Sainsbury’s was the only big four supermarket to cut its prices year on year in January as the overall grocery sector remains in mild inflation, with further inflationary pressures on the horizon.

According to The Grocer Price Index, collated by Edge by Ascential from more than 63,000 individual SKUs across the big four, industry inflation stood at 0.4% in January, edging down from the 0.5% inflation recorded in December.

The sector-wide price rises in January were the joint-lowest since September, when prices dipped into deflation of 0.1%.

The January figures form part of a longer trend of modest inflation since early 2019, with only two months of deflation since February 2019 and inflation so far peaking at just 0.8% in August 2019.

The inflationary environment for grocery has been relatively benign since the post-Brexit wave of inflation disappeared from the market in mid-2018. Inflation had peaked at 2.7% in November 2017 following the referendum-driven plunge in the value of the pound in 2016.

However, there may be a number of inflationary drivers in the coming months, notably a potential spike in packaging and transport costs driven by oil-producing nations cutting production to mitigate the impact of the coronavirus.

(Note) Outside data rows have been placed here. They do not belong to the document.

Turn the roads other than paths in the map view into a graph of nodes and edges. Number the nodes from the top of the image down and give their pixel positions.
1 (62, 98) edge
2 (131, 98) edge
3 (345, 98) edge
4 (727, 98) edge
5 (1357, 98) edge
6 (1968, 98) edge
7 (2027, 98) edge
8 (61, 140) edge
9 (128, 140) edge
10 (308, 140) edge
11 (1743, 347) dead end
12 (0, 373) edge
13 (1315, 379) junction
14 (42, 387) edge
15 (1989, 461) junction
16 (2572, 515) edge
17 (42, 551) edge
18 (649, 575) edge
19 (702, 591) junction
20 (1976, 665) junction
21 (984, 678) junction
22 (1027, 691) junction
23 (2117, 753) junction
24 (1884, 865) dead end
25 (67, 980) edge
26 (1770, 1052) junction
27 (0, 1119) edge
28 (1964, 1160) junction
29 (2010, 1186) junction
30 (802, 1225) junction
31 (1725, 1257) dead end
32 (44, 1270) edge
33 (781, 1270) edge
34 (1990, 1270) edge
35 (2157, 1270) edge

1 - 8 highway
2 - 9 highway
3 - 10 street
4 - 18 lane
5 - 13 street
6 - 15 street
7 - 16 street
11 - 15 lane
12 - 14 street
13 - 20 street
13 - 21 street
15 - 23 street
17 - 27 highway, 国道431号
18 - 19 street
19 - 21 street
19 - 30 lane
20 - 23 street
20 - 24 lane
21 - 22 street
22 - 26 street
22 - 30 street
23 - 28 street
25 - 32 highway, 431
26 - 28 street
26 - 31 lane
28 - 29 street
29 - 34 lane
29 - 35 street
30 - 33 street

Additionally, the pound has notably weakened once more against the euro and dollar as hopes of a comprehensive trade agreement between the UK and EU fade. The extra burdens related to customs checks for food after the end of 2020 are likely to add to producer costs.

Despite these wider trends, prices at Sainsbury’s were down 0.6% in the month, driven by a 2.4% price drop in biscuits, confectionery & snacks and 1.4% in meat, fish & poultry.

The supermarket has now posted the lowest level of price inflation among the big four in seven of the past eight months.

Sainsbury’s figures in February represented its first month of deflation for the past three months and the annual price cut of 0.6% equals its highest level of annual price drops for more than a year.

Tesco and Asda were both recorded with inflation of 0.6% while Morrisons’ annual prices were up 0.8% year on year.

Waitrose, not included in the overall GPI figure, saw prices up by 0.5% - its highest level of inflation since June 2019.

Overall, just three of the GPI’s 14 categories were in annual deflation, with prices in household goods down 0.5% and both dairy and biscuits, confectionery & snacks down 0.2%.

The primary drivers of overall annual inflation were deli (+2.9%), health & beauty (+2.9%), bakery (+1%) and meat, fish & poultry (+1%).

Month-on-month overall GPI prices rose 2.6% compared with December, driven by rising post-Christmas prices for alcohol (+6.4%), frozen (+5.6%) and meat, fish & poultry (+3.2%).